The FEM-based resistance classifiers (Table 1) report high F1 scores for some drugs. However, the manuscript lacks comparison between established ML models such as random forests, SVMs, or logistic regression. Without benchmarking, it is difficult to assess whether FEM offers unique advantages over simpler or more interpretable methods.

3. Unclear Biological Basis for Intermediate β Values Producing Fit Sequences

The role of β as an inverse temperature parameter to sample rare mutations is reasonable. However, the non-monotonic behavior shown in Figure 2C—where intermediate β values (e.g., 0.6) yield fitter genotypes—requires stronger biological justification or empirical support. This is a key claim and must be substantiated.

4. Omission of {ATV, RTV} Combination from Critical Mutation Analysis

The exclusion of the {ATV, RTV} regimen from the critical mutation analysis (Section 2.5, page 6), despite its clinical relevance and interesting resistance profile (Figure 5), seems premature. A deeper exploration—even qualitative—may provide valuable insight into why this combination shows minimal resistance evolution.

5. Subtype Limitations and Generalizability Not Fully Addressed

All simulations are based on the subtype B consensus protease sequence. Given global subtype diversity, the generalizability of the model’s predictions, especially the identified critical mutations (Figure 6), must be more explicitly discussed in the main text.

Minor Comments:

6. Use standard mutation nomenclature (e.g., "L90M") throughout figures and text for consistency and clarity.

7. Clarify the interpretation of PCA axes in Figures 1A–B — do they represent meaningful biological separation or are they primarily for visualization?
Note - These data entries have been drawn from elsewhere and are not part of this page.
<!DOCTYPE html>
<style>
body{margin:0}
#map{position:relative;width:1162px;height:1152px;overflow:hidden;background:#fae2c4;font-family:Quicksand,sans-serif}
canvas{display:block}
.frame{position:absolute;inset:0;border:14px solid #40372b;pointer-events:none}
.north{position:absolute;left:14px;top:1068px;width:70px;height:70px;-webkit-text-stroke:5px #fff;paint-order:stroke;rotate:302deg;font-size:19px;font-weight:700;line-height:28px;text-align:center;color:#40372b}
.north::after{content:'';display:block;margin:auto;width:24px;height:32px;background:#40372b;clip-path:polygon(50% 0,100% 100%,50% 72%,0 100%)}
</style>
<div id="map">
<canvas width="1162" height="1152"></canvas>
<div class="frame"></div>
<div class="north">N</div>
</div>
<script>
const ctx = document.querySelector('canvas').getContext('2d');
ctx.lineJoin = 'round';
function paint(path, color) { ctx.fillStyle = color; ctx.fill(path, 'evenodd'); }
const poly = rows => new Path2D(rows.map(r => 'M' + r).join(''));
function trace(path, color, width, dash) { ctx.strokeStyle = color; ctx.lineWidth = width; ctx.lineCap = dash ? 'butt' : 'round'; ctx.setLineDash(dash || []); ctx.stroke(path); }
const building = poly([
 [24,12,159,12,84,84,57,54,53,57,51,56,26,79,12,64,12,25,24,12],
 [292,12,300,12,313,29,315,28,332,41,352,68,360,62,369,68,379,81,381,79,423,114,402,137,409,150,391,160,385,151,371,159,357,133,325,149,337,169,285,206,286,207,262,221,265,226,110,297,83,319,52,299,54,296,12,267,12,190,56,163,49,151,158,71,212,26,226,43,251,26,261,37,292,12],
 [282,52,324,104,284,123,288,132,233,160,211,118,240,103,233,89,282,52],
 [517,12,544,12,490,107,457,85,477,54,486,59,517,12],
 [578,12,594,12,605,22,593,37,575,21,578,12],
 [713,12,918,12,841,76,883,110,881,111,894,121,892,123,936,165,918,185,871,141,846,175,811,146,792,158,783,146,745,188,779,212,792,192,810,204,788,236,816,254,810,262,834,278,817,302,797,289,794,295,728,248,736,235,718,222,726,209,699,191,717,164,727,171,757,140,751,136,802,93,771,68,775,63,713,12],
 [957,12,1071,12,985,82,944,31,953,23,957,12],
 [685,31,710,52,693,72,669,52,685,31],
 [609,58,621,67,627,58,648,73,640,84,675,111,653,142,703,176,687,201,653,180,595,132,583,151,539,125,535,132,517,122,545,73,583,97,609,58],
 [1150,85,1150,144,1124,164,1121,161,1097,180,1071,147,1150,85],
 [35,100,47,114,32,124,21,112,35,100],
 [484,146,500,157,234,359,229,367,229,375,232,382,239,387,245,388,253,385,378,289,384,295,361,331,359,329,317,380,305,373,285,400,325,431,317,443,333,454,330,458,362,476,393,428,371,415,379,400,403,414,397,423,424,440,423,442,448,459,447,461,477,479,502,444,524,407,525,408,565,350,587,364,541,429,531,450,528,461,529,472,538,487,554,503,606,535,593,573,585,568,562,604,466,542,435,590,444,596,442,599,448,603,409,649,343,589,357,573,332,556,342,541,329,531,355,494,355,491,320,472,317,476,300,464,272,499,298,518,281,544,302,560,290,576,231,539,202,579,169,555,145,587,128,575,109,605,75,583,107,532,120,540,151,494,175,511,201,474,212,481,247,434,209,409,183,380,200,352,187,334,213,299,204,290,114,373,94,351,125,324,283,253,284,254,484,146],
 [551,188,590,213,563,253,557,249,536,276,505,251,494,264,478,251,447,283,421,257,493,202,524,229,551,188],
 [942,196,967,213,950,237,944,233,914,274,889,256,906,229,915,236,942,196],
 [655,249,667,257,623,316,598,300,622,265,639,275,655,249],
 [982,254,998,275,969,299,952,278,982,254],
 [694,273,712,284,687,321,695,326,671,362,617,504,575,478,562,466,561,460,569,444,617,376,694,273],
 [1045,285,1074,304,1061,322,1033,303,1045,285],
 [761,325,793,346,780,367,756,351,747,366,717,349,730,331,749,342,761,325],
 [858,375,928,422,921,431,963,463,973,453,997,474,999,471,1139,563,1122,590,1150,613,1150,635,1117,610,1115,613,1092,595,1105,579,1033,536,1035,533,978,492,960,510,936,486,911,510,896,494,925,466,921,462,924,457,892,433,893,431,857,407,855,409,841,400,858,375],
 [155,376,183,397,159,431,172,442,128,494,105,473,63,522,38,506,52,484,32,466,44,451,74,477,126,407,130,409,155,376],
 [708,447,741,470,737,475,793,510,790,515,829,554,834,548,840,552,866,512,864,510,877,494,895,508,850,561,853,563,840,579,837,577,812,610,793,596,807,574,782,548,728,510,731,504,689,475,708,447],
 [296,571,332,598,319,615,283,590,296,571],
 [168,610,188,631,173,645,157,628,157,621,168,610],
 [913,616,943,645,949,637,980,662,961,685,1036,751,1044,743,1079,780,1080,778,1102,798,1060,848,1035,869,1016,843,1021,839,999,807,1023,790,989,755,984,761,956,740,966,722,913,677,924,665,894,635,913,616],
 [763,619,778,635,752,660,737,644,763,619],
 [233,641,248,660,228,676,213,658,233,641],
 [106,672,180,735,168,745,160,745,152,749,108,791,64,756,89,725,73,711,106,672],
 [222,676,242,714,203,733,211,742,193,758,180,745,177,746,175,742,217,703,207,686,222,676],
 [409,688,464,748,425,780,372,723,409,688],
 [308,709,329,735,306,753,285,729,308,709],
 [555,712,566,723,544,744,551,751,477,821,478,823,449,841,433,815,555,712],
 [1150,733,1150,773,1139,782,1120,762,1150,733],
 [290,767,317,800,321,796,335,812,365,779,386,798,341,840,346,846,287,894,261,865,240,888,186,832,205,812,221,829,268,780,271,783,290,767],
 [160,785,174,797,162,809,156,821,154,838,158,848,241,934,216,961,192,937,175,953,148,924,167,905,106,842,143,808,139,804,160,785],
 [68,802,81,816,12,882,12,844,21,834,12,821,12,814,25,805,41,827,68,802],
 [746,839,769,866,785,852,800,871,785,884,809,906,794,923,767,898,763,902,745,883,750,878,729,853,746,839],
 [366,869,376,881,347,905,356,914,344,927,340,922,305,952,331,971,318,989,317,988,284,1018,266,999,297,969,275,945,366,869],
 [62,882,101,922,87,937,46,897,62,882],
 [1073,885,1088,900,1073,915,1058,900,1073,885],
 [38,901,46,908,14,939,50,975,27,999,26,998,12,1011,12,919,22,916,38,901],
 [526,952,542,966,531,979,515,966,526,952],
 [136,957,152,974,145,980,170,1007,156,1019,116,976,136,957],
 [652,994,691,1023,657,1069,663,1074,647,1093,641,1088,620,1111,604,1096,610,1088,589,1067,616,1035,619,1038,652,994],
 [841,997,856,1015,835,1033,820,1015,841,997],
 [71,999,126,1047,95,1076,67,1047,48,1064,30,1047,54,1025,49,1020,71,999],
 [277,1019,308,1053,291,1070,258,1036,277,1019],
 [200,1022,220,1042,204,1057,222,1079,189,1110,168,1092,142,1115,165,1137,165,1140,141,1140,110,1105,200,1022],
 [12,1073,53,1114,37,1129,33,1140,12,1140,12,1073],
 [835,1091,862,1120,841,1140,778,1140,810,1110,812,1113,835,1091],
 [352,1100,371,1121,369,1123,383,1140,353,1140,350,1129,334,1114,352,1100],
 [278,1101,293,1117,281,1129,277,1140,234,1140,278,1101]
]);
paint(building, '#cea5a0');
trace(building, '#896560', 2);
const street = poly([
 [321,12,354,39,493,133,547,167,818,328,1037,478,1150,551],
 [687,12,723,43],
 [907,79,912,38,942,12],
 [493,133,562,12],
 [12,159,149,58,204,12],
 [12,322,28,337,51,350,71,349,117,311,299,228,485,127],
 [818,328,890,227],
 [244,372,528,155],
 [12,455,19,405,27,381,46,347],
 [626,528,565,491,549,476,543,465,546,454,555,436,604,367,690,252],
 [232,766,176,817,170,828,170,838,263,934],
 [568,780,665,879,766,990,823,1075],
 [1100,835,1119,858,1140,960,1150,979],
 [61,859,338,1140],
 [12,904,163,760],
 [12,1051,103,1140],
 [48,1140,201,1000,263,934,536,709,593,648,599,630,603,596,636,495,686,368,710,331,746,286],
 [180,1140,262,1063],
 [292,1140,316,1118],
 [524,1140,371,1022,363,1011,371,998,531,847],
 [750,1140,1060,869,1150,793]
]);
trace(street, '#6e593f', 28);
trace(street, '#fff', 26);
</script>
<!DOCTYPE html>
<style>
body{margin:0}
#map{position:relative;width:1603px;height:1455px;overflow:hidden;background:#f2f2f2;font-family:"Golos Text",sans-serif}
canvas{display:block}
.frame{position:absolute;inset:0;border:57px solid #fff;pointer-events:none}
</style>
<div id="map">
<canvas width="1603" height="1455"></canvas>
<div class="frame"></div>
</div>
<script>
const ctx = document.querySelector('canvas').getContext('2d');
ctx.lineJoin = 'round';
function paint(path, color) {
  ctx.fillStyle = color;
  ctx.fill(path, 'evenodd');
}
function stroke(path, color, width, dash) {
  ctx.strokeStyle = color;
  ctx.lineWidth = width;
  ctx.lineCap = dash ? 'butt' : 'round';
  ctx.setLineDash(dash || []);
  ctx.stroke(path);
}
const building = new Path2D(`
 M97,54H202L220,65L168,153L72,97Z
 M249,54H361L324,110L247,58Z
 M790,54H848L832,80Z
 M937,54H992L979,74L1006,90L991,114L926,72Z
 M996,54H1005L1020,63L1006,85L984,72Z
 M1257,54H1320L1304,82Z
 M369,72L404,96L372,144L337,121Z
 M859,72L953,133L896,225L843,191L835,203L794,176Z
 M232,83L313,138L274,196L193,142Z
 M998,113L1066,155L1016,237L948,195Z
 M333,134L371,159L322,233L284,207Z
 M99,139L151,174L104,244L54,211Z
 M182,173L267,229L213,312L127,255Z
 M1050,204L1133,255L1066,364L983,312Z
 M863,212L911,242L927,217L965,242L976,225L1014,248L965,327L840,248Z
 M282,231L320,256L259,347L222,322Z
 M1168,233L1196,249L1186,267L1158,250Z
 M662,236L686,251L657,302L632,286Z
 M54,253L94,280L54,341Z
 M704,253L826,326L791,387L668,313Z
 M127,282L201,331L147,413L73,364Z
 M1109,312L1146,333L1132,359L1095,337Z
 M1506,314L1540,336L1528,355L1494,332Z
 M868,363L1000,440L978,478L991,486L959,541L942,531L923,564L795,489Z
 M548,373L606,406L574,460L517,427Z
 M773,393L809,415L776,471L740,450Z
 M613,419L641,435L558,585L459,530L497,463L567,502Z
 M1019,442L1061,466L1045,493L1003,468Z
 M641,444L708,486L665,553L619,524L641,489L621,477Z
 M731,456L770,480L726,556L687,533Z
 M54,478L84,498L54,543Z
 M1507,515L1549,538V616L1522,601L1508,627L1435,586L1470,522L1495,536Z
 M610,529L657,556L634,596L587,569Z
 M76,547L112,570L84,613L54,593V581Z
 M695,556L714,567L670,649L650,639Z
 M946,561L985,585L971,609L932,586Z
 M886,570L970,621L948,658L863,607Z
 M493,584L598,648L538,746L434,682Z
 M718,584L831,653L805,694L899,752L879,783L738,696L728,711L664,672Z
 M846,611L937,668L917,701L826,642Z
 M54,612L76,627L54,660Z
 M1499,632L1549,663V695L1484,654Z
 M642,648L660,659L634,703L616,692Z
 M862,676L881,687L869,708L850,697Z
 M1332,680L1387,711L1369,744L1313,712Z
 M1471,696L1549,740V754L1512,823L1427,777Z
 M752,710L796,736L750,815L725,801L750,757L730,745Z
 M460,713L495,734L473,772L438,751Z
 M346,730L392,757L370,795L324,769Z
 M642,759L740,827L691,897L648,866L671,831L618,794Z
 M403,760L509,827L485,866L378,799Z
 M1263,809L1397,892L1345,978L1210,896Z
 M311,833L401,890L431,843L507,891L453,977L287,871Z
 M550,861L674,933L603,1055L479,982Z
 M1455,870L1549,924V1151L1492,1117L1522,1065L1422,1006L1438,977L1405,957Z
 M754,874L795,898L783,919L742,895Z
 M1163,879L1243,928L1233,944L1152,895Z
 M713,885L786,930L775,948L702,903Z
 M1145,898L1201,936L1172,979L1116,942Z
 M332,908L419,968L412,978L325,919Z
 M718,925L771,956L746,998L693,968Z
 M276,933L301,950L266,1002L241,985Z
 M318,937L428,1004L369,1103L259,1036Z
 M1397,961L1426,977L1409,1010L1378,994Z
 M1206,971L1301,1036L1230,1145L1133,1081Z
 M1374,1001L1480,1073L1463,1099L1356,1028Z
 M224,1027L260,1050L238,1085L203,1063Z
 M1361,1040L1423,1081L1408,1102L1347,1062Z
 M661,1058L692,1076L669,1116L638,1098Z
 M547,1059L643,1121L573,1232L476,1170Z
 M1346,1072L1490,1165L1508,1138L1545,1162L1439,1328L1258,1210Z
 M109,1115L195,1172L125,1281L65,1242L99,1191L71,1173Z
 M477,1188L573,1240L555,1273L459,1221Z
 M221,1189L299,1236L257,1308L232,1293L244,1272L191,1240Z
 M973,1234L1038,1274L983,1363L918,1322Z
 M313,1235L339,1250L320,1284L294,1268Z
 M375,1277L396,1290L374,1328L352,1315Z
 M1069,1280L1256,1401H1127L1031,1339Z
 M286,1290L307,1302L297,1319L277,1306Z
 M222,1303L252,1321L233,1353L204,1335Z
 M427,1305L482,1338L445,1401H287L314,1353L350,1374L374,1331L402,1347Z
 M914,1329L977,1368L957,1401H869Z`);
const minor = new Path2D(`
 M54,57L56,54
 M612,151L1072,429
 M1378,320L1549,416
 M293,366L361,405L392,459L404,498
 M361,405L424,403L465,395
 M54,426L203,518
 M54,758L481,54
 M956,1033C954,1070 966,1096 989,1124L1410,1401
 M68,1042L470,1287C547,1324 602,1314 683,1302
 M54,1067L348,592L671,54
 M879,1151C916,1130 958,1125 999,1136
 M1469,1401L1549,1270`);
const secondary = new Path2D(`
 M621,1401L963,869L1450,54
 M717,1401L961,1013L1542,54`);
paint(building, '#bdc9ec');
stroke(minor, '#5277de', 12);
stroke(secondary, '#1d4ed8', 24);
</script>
8. Include a reference or explanation for the β-weighted sampling scheme, particularly if inspired by Boltzmann-like approaches.

Reviewer #3: Eq. 11 defined for binary sequences. However, the authors applied this equation to one-hot encoded protein sequences. One immediate consequence is that the indicator functions for different amino acids at the same positions are no longer independent, as there can be exactly one AA takes the value of 1, every other AAs must be zero. However, in Eq. 19, the authors treat the AAs at a position as if they are independent. I feel this is somewhat unnatural. So i think the authors should address this limitation.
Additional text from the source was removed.